*Goal of the exercise*
Every record must be retyped as it stands.

Dataset items
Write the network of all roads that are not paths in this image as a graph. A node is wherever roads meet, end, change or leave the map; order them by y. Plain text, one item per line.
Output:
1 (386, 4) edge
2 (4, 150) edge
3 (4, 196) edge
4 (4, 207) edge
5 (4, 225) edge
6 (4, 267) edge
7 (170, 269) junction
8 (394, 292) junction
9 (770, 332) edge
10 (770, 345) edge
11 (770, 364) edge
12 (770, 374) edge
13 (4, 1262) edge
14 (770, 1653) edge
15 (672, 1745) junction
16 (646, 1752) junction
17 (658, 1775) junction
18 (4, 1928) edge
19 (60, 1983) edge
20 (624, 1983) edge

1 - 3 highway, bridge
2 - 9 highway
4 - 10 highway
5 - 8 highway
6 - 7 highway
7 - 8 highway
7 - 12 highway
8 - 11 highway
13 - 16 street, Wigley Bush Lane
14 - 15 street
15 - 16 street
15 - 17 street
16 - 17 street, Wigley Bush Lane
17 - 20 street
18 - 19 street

*Output of the exercise*
Write the network of all roads that are not paths in this image as a graph. A node is wherever roads meet, end, change or leave the map; order them by y. Plain text, one item per line.
Output:
1 (386, 4) edge
2 (4, 150) edge
3 (4, 196) edge
4 (4, 207) edge
5 (4, 225) edge
6 (4, 267) edge
7 (170, 269) junction
8 (394, 292) junction
9 (770, 332) edge
10 (770, 345) edge
11 (770, 364) edge
12 (770, 374) edge
13 (4, 1262) edge
14 (770, 1653) edge
15 (672, 1745) junction
16 (646, 1752) junction
17 (658, 1775) junction
18 (4, 1928) edge
19 (60, 1983) edge
20 (624, 1983) edge

1 - 3 highway, bridge
2 - 9 highway
4 - 10 highway
5 - 8 highway
6 - 7 highway
7 - 8 highway
7 - 12 highway
8 - 11 highway
13 - 16 street, Wigley Bush Lane
14 - 15 street
15 - 16 street
15 - 17 street
16 - 17 street, Wigley Bush Lane
17 - 20 street
18 - 19 street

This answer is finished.